Although many neurological deficits have been described in the antiphospholipid syndrome (APS), only stroke is well established and accepted as a diagnostic criterion in the disease. We presently review clinical data obtained from large series of cases regarding stroke, dementia, epilepsy, chorea, migraine, white-matter disease, and behavioral changes in APS, or linked-to-laboratory criteria such as antiphospholipid antibodies (aPL). The contribution of animal models to our understanding of these manifestations of APS is stressed, especially regarding the cognitive and behavioral aspects for which we have established model systems in the mouse. These models utilize immunization of mice with β2-glycoprotein1, a central autoantigen in APS, which induces persistent high levels of aPLs.

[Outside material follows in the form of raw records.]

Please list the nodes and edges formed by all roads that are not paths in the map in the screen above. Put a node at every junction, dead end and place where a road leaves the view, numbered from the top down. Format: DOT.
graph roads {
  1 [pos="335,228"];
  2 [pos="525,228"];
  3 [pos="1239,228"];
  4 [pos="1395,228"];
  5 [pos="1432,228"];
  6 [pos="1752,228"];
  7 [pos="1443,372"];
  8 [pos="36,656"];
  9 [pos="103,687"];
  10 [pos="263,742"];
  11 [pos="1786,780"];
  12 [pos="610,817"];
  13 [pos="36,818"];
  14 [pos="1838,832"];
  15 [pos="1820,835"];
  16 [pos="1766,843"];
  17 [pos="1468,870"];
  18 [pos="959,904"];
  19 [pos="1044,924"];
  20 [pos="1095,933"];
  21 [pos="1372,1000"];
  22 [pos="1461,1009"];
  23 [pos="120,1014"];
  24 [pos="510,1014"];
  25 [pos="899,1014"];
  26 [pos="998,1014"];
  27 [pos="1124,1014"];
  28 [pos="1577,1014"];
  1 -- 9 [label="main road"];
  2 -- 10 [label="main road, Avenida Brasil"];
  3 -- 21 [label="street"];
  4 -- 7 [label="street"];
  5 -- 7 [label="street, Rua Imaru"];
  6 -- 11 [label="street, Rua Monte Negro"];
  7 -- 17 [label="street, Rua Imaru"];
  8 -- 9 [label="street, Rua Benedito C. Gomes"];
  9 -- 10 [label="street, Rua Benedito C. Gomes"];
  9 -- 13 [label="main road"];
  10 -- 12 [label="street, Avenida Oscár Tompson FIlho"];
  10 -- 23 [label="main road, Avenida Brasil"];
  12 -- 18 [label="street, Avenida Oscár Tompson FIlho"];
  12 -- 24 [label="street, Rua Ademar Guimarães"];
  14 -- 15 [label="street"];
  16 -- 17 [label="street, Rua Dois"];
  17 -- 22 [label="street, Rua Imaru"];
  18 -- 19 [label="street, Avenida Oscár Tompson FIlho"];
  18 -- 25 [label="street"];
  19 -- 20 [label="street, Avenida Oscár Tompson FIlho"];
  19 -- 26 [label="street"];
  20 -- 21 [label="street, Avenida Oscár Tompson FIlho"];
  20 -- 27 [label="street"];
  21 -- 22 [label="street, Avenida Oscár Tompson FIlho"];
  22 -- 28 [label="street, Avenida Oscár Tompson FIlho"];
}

These mice develop hyperactive behavior after a period of four months, as well as deficits in learning and memory, and are potentially valuable as a system in which to study the pathogenesis and treatment of cognitive and behavioral aspects of APS. We have developed another model, in which IgGs from APS patients induce depolarization of brain synaptoneurosomes, and which may serve as a model for the pathogenesis of epilepsy in APS. Hormonal changes are another potential CNS manifestation of APS and this may be potentially linked to the systemic and central effects of cytokines such as interleukin-3. Better understanding of the link between APS and neurological or neuroendocrine manifestations other than stroke will reveal whether they can be used as clinical criteria for the diagnosis of APS and, it is hoped, lead to better treatment.